IBD Update -December 2020

DHW Little et al. Am J Gastroenterol 2020;115:1768–1774. Effectiveness of Dose De-escalation of Biologic Therapy in Inflammatory Bowel Disease: A Systematic Review (Thanks to Ben Gold for this reference)

In this systematic review, a total of 995 adult patients were included from 18 observational studies (4 prospective and 14 retrospective), 1 nonrandomized controlled trial, and 1 subgroup analysis of a randomized controlled trial.

Key findings:

  • Biologic dose de-escalation was associated with relapse rates as high as 50% at 1 year. Overall, clinical relapse occurred in 0%–54% of patients who dose de-escalated biologic therapy (17 studies).
  • Lower rates of relapse (10%–25%) were reported in studies involving patients with endoscopic and/or histologic remission
  • These results are in agreement with a previous meta-analysis, which found a 1-year risk of relapse after discontinuation of anti-TNF therapy of 36% in CD and 28% in UC ( Gisbert JP, et al.. Am J Gastroenterol 2016;111:632–47).

My take: This study shows that dose de-escalation of biologic therapy in IBD
seems to be associated with high rates of clinical relapse

C Chapuis-Biron et al. Am J Gastroenterol 2020;115:1812–1820. Ustekinumab for Perianal Crohn’s Disease: The BioLAP Multicenter Study From the GETAID (Thanks to Ben Gold for this reference too)

In this national multicenter retrospective cohort study in 207 adult patients with either active or inactive perianal Crohn’s disease (pCD) who received ustekinumab (2017-2018). The majority had received multiple biologics (~85% had at least 2 anti-TNF agents, 28% had received vedolizumab) and prior anal surgeries (mean 2.8).

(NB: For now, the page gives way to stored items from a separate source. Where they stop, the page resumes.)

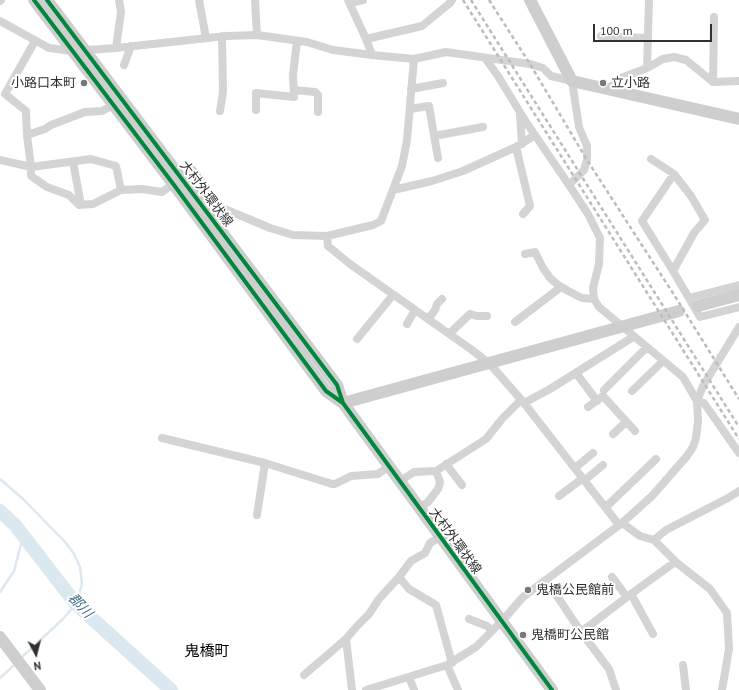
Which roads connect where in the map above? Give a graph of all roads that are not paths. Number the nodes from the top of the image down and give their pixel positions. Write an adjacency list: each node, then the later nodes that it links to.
1 (34, 0): 23 (main road, 大村外環状線)
2 (47, 0): 23 (main road, 大村外環状線)
3 (120, 0): 22 (street)
4 (199, 0): 16 (street)
5 (255, 0): 13 (street)
6 (363, 0): 10 (street)
7 (452, 0): 18 (street)
8 (530, 0): 29 (main road)
9 (649, 0): 17 (street)
10 (349, 2): 18 (street)
11 (714, 17): 31 (street)
12 (0, 21): 20 (street)
13 (257, 34): 14 (street); 19 (street)
14 (222, 36): 16 (street); 38 (street)
15 (601, 36): 17 (street)
16 (206, 38): 21 (street)
17 (648, 38): 28 (street)
18 (366, 39): 24 (street)
19 (297, 40): 24 (street); 35 (street)
20 (35, 41): 23 (street); 44 (street)
21 (131, 46): 22 (street); 27 (street)
22 (116, 48): 23 (street)
23 (79, 50): 36 (main road, 大村外環状線); 54 (main road, 大村外環状線)
24 (372, 55): 26 (street)
25 (485, 58): 26 (street); 29 (street); 41 (street)
26 (414, 59): 33 (street)
27 (124, 65)
28 (647, 68): 31 (street); 34 (street)
29 (572, 81): 34 (main road); 55 (street)
30 (739, 81): 31 (street)
31 (713, 82)
32 (443, 83): 33 (street)
33 (411, 89): 37 (street)
34 (608, 89): 42 (main road)
35 (294, 90): 39 (street); 40 (street)
36 (114, 105): 44 (street); 54 (main road, 大村外環状線)
37 (410, 109): 46 (street); 57 (street)
38 (220, 110)
39 (256, 110)
40 (318, 112)
41 (520, 112): 45 (street); 47 (street)
42 (739, 119)
43 (483, 127): 46 (street)
44 (27, 135): 52 (street)
45 (535, 135): 47 (street); 55 (street)
46 (434, 136): 48 (street)
47 (519, 146): 57 (street); 59 (street)
48 (438, 158)
49 (651, 159): 53 (street)
50 (0, 160): 52 (street)
51 (73, 162): 52 (street); 56 (street); 58 (street)
52 (31, 167): 58 (street)
53 (674, 174): 62 (street); 62 (street)
54 (178, 182): 56 (street); 60 (street); 91 (main road, 大村外環状線)
55 (569, 185): 69 (street)
56 (121, 190): 58 (street)
57 (393, 190): 60 (street)
58 (81, 205)
59 (523, 214)
60 (327, 236): 65 (street)
61 (525, 254): 64 (street)
62 (672, 271): 67 (street)
63 (739, 285): 67 (street)
64 (561, 287): 69 (street); 76 (street)
65 (393, 295): 72 (street); 81 (street)
66 (739, 295): 70 (main road)
67 (689, 298): 71 (street)
68 (442, 299): 75 (street)
69 (594, 299): 80 (street)
70 (698, 306)
71 (739, 307)
72 (415, 310): 75 (street); 77 (street)
73 (679, 311): 84 (main road)
74 (487, 316): 79 (street)
75 (428, 319): 79 (street)
76 (515, 322)
77 (407, 324)
78 (739, 327): 88 (street)
79 (449, 334): 84 (street)
80 (632, 336): 82 (street); 85 (street)
81 (357, 340)
82 (647, 347): 83 (street); 86 (street)
83 (663, 361): 87 (street); 88 (street)
84 (490, 364): 89 (street); 91 (main road)
85 (576, 373): 89 (street); 90 (street)
86 (604, 390)
87 (632, 391)
88 (697, 400): 98 (street); 114 (street)
89 (522, 401): 101 (street); 104 (street)
90 (597, 401): 92 (street); 93 (street)
91 (343, 403): 103 (main road, 大村外環状線)
92 (588, 407)
93 (626, 422): 94 (street); 95 (street)
94 (634, 431)
95 (613, 434)
96 (162, 438): 100 (street)
97 (593, 452): 104 (street)
98 (739, 453)
99 (656, 459): 111 (street)
100 (265, 463): 103 (street); 113 (street)
101 (446, 464): 105 (street); 108 (street)
102 (603, 465): 106 (street)
103 (389, 466): 107 (main road, 大村外環状線)
104 (575, 468): 106 (street)
105 (436, 471): 107 (street); 112 (street)
106 (584, 479): 110 (street); 111 (street)
107 (400, 481): 112 (main road, 大村外環状線)
108 (462, 485)
109 (739, 491): 116 (street)
110 (559, 496)
111 (606, 507): 114 (street)
112 (419, 508): 115 (main road, 大村外環状線)
113 (257, 515)
114 (620, 524): 116 (street); 120 (street)
115 (440, 536): 118 (street); 123 (main road, 大村外環状線)
116 (654, 540): 141 (street)
117 (675, 562): 121 (street)
118 (399, 577): 128 (street); 129 (street)
119 (612, 577): 121 (street)
120 (547, 578): 123 (street); 125 (street)
121 (629, 596): 125 (street); 126 (street)
122 (469, 619): 124 (street)
123 (502, 621): 124 (street); 138 (main road, 大村外環状線)
124 (492, 631): 129 (street)
125 (581, 632): 139 (street)
126 (653, 634)
127 (0, 637): 133 (main road)
128 (346, 639): 131 (street); 134 (street)
129 (450, 664): 132 (street); 137 (street)
130 (683, 666): 140 (street)
131 (304, 675)
132 (409, 676): 135 (street); 136 (street)
133 (40, 690)
134 (352, 690)
135 (366, 690)
136 (414, 690)
137 (458, 690)
138 (552, 690)
139 (616, 690)
140 (686, 690)
141 (722, 690)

Methods: Success of ustekinumab was defined by (i) clinical success at 6 months of treatment assessed by the physicians’ judgment, with (ii) no need for dedicated medical treatment for perianal lesions (antibiotics and/or topics) nor (iii) unscheduled surgical treatment. For perianal disease evaluation, clinical success was defined in the study protocol, by the absence of draining pus for fistulas, and no anal ulcers

Key findings:

  •  In patients with active pCD, success was reached in 57/148 (38.5%) patients.
  • Among patients with setons at initiation, 29/88 (33%) had a successful removal.
  • In patients with inactive pCD at initiation, the probability of recurrence-free survival was 86.2% and 75.1% at weeks 26 and 52, respectively.
  • The absence of ustekinumab optimization was associated with upper odds of success (OR 2.74). “We can suppose in our present study that optimization of treatment was needed in severe refractory patients with no or insufficient response to ustekinumab. Thus, in these nonresponders, success was not achieved despite optimization.”

My take (partly borrowed from authors): “This large multicenter dedicated study adds
substantial evidence to the growing literature on ustekinumab effectiveness in refractory CD.” For pCD, optimization of ustekinumab has a low likelihood of improving response.